Segment Start: THE DATA

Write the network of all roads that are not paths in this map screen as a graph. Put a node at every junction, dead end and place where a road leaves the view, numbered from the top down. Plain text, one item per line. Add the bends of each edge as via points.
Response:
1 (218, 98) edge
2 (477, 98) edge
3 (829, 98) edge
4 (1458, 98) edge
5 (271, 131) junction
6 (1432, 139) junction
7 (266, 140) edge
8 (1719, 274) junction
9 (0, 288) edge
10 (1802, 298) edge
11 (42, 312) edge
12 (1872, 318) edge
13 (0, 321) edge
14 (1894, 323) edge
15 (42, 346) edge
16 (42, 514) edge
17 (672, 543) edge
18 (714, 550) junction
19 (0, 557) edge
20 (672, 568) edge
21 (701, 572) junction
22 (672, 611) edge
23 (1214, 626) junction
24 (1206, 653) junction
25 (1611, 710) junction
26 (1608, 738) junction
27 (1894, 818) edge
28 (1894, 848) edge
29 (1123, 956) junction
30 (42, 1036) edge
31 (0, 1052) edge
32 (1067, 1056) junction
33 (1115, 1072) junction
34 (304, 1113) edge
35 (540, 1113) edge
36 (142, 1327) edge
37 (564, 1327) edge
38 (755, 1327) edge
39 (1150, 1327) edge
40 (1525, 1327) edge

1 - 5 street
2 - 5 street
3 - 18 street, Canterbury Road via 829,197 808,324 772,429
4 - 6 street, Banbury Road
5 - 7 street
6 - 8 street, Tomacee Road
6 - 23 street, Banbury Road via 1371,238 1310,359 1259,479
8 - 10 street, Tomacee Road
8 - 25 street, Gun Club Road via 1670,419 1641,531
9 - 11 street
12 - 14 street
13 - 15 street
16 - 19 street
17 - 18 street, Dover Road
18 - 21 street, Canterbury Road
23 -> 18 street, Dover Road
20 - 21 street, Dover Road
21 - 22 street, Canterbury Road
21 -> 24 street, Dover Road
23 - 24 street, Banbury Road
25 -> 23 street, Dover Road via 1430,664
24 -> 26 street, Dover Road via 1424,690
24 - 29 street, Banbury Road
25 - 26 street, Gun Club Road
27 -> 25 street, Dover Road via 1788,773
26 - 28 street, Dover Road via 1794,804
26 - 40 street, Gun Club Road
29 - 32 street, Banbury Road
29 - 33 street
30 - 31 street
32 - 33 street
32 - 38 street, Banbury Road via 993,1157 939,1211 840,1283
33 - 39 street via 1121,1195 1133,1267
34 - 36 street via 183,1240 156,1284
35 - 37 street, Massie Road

Segment End: THE DATA

▶ _PROMPT_:
Look through the entries above, and wherever a line holds the word "Club", copy it.

▶ _WRITTEN SOLUTION_:
8 - 25 street, Gun Club Road via 1670,419 1641,531
25 - 26 street, Gun Club Road
26 - 40 street, Gun Club Road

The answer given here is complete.